[Opening RECORD SET section]

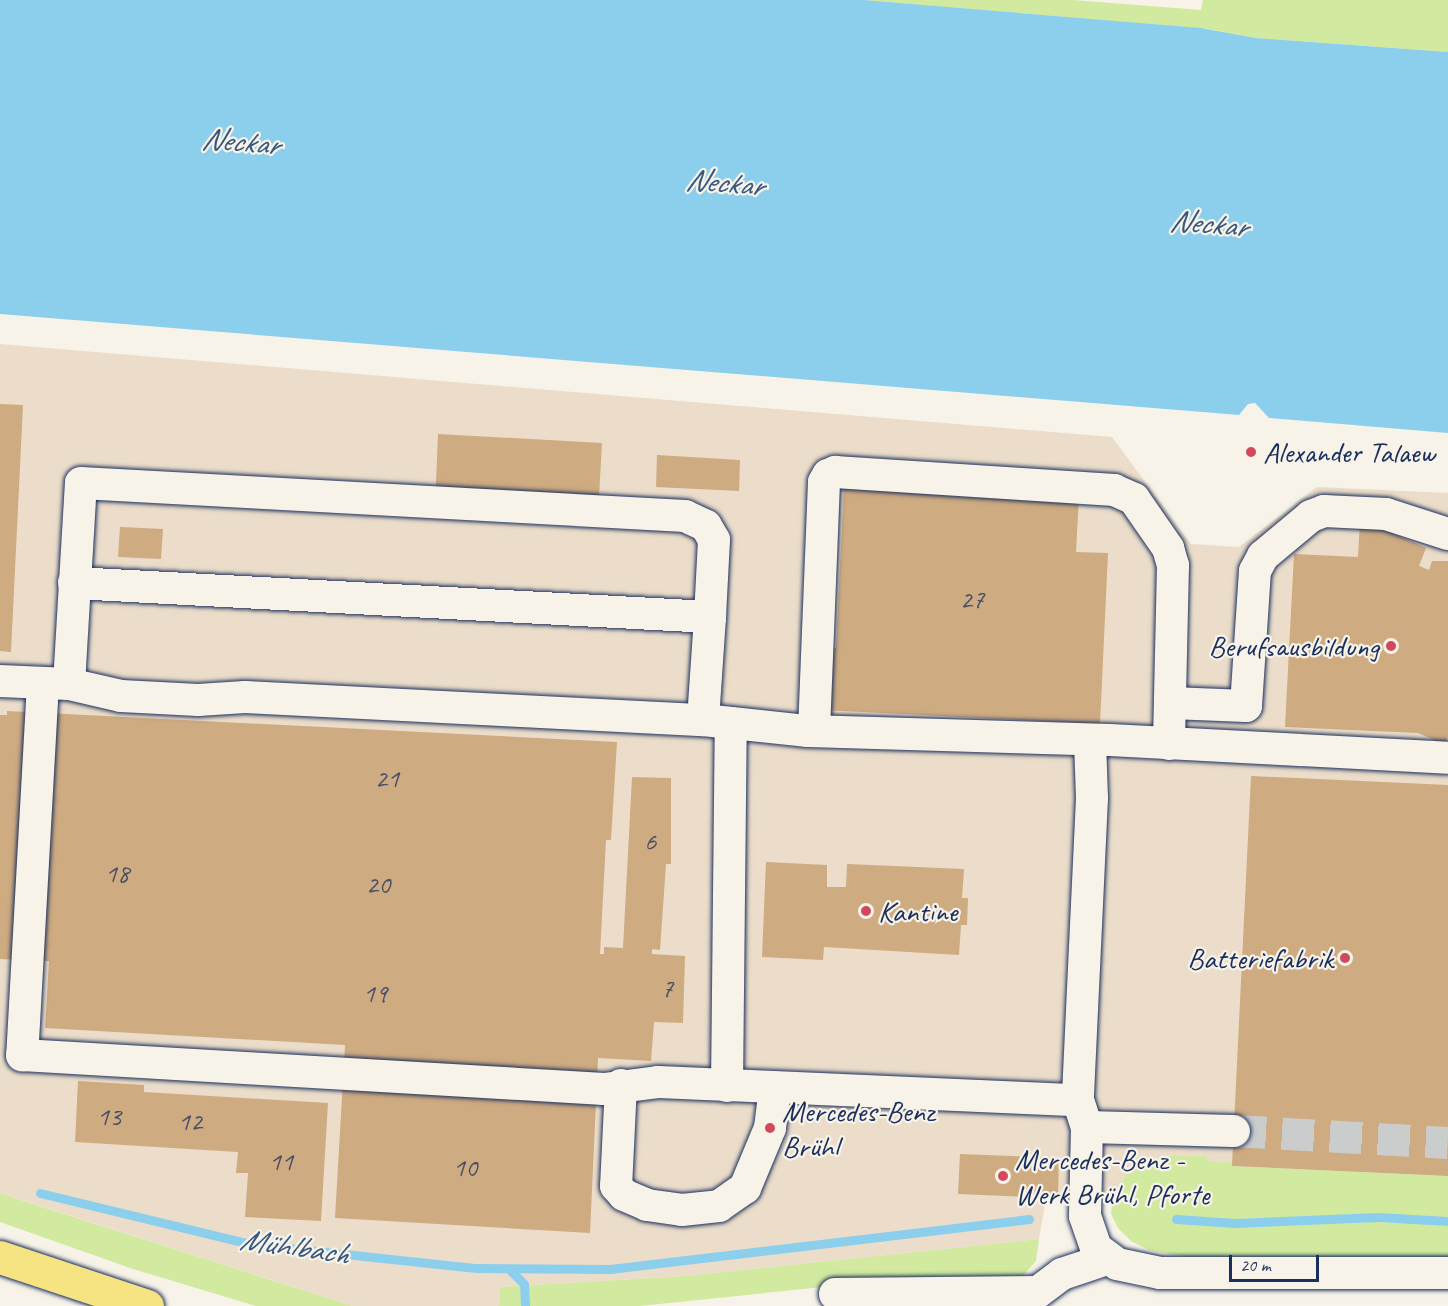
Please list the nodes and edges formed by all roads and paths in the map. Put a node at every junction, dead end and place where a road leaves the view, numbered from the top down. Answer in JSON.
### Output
{"nodes":[{"id":1,"x":1448,"y":534,"type":"edge"},
{"id":2,"x":74,"y":584,"type":"junction"},
{"id":3,"x":710,"y":617,"type":"junction"},
{"id":4,"x":0,"y":681,"type":"edge"},
{"id":5,"x":56,"y":684,"type":"junction"},
{"id":6,"x":1171,"y":703,"type":"junction"},
{"id":7,"x":717,"y":722,"type":"junction"},
{"id":8,"x":814,"y":731,"type":"junction"},
{"id":9,"x":1090,"y":741,"type":"junction"},
{"id":10,"x":1169,"y":744,"type":"junction"},
{"id":11,"x":1448,"y":758,"type":"edge"},
{"id":12,"x":13,"y":982,"type":"edge"},
{"id":13,"x":621,"y":1085,"type":"junction"},
{"id":14,"x":727,"y":1086,"type":"junction"},
{"id":15,"x":775,"y":1087,"type":"junction"},
{"id":16,"x":1082,"y":1113,"type":"junction"},
{"id":17,"x":1234,"y":1131,"type":"tunnel mouth"},
{"id":18,"x":0,"y":1257,"type":"edge"},
{"id":19,"x":1107,"y":1259,"type":"junction"},
{"id":20,"x":1448,"y":1273,"type":"edge"},
{"id":21,"x":835,"y":1294,"type":"dead end"},
{"id":22,"x":147,"y":1306,"type":"edge"}],
"edges":[{"from":1,"to":6,"type":"street"},
{"from":2,"to":3,"type":"street"},
{"from":2,"to":3,"type":"street"},
{"from":2,"to":5,"type":"street"},
{"from":3,"to":7,"type":"street"},
{"from":4,"to":5,"type":"street"},
{"from":5,"to":7,"type":"street"},
{"from":5,"to":12,"type":"street"},
{"from":6,"to":8,"type":"street"},
{"from":6,"to":10,"type":"street"},
{"from":7,"to":8,"type":"street"},
{"from":7,"to":14,"type":"street"},
{"from":8,"to":9,"type":"street"},
{"from":9,"to":10,"type":"street"},
{"from":9,"to":16,"type":"street"},
{"from":10,"to":11,"type":"street"},
{"from":12,"to":13,"type":"street"},
{"from":13,"to":14,"type":"street"},
{"from":13,"to":15,"type":"street"},
{"from":14,"to":15,"type":"street"},
{"from":15,"to":16,"type":"street"},
{"from":16,"to":17,"type":"street"},
{"from":16,"to":19,"type":"street"},
{"from":18,"to":22,"type":"highway"},
{"from":19,"to":20,"type":"street"},
{"from":19,"to":21,"type":"street"}]}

[Closing RECORD SET section]

(AIM OF THE EXERCISE)
Restate the records above verbatim. Pictures stay out.

(RESPONSE AREA)
Please list the nodes and edges formed by all roads and paths in the map. Put a node at every junction, dead end and place where a road leaves the view, numbered from the top down. Answer in JSON.
### Output
{"nodes":[{"id":1,"x":1448,"y":534,"type":"edge"},
{"id":2,"x":74,"y":584,"type":"junction"},
{"id":3,"x":710,"y":617,"type":"junction"},
{"id":4,"x":0,"y":681,"type":"edge"},
{"id":5,"x":56,"y":684,"type":"junction"},
{"id":6,"x":1171,"y":703,"type":"junction"},
{"id":7,"x":717,"y":722,"type":"junction"},
{"id":8,"x":814,"y":731,"type":"junction"},
{"id":9,"x":1090,"y":741,"type":"junction"},
{"id":10,"x":1169,"y":744,"type":"junction"},
{"id":11,"x":1448,"y":758,"type":"edge"},
{"id":12,"x":13,"y":982,"type":"edge"},
{"id":13,"x":621,"y":1085,"type":"junction"},
{"id":14,"x":727,"y":1086,"type":"junction"},
{"id":15,"x":775,"y":1087,"type":"junction"},
{"id":16,"x":1082,"y":1113,"type":"junction"},
{"id":17,"x":1234,"y":1131,"type":"tunnel mouth"},
{"id":18,"x":0,"y":1257,"type":"edge"},
{"id":19,"x":1107,"y":1259,"type":"junction"},
{"id":20,"x":1448,"y":1273,"type":"edge"},
{"id":21,"x":835,"y":1294,"type":"dead end"},
{"id":22,"x":147,"y":1306,"type":"edge"}],
"edges":[{"from":1,"to":6,"type":"street"},
{"from":2,"to":3,"type":"street"},
{"from":2,"to":3,"type":"street"},
{"from":2,"to":5,"type":"street"},
{"from":3,"to":7,"type":"street"},
{"from":4,"to":5,"type":"street"},
{"from":5,"to":7,"type":"street"},
{"from":5,"to":12,"type":"street"},
{"from":6,"to":8,"type":"street"},
{"from":6,"to":10,"type":"street"},
{"from":7,"to":8,"type":"street"},
{"from":7,"to":14,"type":"street"},
{"from":8,"to":9,"type":"street"},
{"from":9,"to":10,"type":"street"},
{"from":9,"to":16,"type":"street"},
{"from":10,"to":11,"type":"street"},
{"from":12,"to":13,"type":"street"},
{"from":13,"to":14,"type":"street"},
{"from":13,"to":15,"type":"street"},
{"from":14,"to":15,"type":"street"},
{"from":15,"to":16,"type":"street"},
{"from":16,"to":17,"type":"street"},
{"from":16,"to":19,"type":"street"},
{"from":18,"to":22,"type":"highway"},
{"from":19,"to":20,"type":"street"},
{"from":19,"to":21,"type":"street"}]}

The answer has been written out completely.